Come mai, Cremaschi, sostiene che sia in realtà Fiat a essere rilevata da Chrysler?All'apparenza
può sembrare che, con l'accordo appena raggiunto col socio di minoranza
Veba, Fiat stia comprando la Chrysler, di cui entro gennaio rileverà il
100 per cento. Ma in realtà non è così; è l'esatto opposto. E quindi è
la società del Lingotto che viene acquisita da quella statunitense, con
tutte le ripercussioni, negative, che ne derivano per il mercato
italiano ed europeo, anche in termini di occupazione.
A vedere le cose così è Giorgio Cremaschi, ex presidente della Fiom
(Federazione impiegati operai metallurgici) e ora esponente della
minoranza congressuale della Cgil "Il sindacato è un'altra
cosa".Essenzialmente
per due motivi. Il primo è che tra i due gruppi c'è una sproporzione
produttiva a vantaggio di quello americano. E il secondo è che la Fiat
ormai da anni ha rinunciato a investire in Italia. Basti pensare al
progetto Fabbrica Italia, lanciato in pompa magna dall'amministratore
delegato Sergio Marchionne nel 2010, che prevedeva 20 miliardi di
investimenti, di cui è stato effettuato meno di un ventesimo.
Insomma, l'Italia conterà sempre meno nel gruppo...
E'
così e per rendersene conto basta osservare quel che è successo con
Fiat industrial, che ha trasferito all'estero (in Olanda, ndr) la
propria sede legale.
Accadrà anche con la Fiat, e dunque con il cuore del business dell'auto?
L'operazione
di spacchettamento del gruppo avviata da Marchionne, che va ricordato
che paga le tasse in Svizzera (dove è residente, ndr), ha come risultato
lo spostamento del baricentro a svantaggio del'Italia. E' successo con
la divisione industriale e adesso, con l'operazione Chrysler, si sta
discutendo del trasferimento della sede legale della Fiat dall'Italia
agli Stati Uniti. Ai francesi di Renault non sarebbe mai venuto in
mente, dopo l'acquisizione di Dacia, di spostare la sede in Romania.

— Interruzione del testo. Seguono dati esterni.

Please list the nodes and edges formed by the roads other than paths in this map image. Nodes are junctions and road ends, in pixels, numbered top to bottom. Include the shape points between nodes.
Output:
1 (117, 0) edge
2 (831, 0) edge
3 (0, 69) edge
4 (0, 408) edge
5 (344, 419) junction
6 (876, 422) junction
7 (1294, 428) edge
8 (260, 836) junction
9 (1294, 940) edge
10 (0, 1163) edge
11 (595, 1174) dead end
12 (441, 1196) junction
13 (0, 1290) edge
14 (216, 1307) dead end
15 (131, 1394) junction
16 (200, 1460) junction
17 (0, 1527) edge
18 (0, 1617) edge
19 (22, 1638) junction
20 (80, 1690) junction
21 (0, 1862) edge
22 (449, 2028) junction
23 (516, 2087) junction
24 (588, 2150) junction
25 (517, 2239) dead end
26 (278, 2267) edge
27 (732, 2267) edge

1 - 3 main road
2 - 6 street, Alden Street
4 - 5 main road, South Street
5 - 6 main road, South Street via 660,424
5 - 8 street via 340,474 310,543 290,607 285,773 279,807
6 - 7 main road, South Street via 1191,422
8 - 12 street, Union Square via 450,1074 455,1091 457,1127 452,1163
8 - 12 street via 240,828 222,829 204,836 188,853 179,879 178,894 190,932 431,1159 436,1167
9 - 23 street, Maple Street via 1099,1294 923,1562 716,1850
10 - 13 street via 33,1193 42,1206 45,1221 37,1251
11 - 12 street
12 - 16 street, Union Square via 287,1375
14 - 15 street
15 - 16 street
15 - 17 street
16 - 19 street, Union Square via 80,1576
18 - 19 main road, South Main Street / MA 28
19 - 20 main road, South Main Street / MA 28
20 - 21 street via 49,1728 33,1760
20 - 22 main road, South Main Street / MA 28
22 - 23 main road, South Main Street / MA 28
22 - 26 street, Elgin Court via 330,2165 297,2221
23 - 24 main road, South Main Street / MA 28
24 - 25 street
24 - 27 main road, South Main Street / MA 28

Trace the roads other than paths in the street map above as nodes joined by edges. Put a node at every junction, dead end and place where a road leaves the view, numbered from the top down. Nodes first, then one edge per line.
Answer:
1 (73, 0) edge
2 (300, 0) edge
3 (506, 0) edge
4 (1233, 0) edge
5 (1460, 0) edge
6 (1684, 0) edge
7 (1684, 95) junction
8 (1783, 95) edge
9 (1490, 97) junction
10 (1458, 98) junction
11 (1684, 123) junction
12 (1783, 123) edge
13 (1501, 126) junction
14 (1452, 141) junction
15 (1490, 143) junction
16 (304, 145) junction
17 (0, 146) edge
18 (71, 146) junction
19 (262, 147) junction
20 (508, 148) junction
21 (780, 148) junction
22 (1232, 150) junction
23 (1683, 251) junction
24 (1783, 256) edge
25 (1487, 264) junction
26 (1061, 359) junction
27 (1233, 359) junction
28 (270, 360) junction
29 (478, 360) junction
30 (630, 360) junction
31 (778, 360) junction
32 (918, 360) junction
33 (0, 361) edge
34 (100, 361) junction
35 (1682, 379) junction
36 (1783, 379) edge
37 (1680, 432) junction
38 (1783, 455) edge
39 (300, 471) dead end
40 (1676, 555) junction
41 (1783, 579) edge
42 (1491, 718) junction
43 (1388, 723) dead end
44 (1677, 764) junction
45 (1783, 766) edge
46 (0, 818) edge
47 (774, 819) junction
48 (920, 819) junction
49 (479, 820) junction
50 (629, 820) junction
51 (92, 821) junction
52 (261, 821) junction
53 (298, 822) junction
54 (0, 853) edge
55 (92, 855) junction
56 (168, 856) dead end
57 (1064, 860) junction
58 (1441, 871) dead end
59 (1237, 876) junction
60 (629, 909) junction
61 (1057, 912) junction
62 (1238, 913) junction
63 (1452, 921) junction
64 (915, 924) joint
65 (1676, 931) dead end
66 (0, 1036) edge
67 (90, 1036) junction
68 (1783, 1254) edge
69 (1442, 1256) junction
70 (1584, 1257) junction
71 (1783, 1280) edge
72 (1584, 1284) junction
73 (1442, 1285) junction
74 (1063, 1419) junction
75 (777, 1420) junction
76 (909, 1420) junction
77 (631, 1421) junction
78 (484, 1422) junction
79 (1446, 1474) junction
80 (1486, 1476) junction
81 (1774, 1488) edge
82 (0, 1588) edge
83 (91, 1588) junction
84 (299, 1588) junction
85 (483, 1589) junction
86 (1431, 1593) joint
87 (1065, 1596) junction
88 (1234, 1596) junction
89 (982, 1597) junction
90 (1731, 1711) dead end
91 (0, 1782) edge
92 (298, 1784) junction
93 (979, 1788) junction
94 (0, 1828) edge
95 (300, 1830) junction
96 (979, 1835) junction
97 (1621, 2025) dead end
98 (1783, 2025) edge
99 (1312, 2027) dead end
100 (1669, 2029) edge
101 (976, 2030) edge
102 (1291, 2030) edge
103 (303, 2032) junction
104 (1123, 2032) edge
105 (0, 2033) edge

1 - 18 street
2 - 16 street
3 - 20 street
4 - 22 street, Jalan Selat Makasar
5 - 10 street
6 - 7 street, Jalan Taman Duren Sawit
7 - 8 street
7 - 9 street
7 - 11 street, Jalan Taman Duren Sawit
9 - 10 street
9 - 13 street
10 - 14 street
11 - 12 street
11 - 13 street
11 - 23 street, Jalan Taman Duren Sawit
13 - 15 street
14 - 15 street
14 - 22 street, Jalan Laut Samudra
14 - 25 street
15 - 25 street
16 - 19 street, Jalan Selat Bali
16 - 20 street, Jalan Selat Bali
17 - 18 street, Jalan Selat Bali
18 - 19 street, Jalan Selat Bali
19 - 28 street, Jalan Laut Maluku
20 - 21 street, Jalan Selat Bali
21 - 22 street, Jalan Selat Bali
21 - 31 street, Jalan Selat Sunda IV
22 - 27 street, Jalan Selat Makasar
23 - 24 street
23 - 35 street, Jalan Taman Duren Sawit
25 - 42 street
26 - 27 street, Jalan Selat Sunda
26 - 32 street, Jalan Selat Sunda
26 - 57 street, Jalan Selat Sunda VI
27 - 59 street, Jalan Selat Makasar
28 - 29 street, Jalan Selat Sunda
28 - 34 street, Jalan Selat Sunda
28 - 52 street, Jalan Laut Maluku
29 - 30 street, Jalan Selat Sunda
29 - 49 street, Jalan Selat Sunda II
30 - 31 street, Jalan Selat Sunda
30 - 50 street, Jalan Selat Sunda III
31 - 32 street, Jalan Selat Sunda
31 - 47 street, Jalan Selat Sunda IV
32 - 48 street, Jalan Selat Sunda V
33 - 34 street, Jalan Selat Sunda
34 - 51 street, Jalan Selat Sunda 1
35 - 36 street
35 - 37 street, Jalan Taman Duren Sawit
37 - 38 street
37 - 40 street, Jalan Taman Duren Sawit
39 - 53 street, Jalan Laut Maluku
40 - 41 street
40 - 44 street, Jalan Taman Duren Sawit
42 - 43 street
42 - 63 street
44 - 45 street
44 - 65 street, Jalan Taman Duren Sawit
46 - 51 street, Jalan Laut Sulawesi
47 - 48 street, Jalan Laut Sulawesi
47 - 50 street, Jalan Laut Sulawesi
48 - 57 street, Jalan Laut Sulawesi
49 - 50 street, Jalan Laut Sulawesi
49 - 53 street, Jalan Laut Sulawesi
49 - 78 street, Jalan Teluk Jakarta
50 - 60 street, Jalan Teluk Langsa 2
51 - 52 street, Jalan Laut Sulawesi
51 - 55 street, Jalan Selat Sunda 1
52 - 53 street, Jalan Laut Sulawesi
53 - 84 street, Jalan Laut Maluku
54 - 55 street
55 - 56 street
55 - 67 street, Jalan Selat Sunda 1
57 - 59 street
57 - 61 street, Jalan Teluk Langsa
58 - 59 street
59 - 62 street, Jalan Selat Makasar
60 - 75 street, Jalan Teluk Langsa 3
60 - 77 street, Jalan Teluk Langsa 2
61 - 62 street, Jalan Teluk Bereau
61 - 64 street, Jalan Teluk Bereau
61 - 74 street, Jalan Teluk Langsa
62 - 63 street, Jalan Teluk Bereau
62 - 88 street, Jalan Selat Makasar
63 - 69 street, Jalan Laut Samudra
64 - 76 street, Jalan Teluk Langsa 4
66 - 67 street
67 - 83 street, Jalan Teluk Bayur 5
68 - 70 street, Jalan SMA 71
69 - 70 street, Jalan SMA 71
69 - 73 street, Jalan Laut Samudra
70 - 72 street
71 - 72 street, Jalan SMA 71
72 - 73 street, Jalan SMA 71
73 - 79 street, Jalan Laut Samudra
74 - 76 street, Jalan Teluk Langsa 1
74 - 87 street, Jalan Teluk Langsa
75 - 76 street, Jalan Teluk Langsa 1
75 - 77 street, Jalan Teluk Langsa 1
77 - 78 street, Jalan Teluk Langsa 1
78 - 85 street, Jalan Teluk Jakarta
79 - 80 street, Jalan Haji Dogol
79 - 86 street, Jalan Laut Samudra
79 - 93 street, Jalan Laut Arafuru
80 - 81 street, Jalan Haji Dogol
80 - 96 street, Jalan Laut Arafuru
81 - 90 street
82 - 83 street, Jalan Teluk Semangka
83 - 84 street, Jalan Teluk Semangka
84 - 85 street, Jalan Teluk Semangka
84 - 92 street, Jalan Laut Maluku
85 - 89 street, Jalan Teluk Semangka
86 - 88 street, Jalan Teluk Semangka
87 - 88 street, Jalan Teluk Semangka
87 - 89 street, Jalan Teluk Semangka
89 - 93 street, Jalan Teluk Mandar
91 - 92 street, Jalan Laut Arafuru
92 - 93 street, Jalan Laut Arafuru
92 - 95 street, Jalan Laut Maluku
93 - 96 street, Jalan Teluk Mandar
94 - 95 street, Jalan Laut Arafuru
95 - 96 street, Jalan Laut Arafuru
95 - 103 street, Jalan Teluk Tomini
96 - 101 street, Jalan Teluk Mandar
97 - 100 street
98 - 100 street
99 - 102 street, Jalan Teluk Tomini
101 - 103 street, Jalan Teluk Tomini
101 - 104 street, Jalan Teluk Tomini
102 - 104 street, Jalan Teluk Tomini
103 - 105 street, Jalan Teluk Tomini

Ma da noi, si sa, si ragiona in maniera diversa...
Ma
in questo modo, con il centro finanziario e produttivo trasferito oltre
oceano, l'Italia per la Fiat rischia di diventare quel che la Opel è
per la General Motors: un'area del gruppo di serie B. Il nostro paese
diventerà l'unico in Europa, a parte l'Inghilterra che comunque segue
dinamiche proprie, senza una propria fabbrica di automobili.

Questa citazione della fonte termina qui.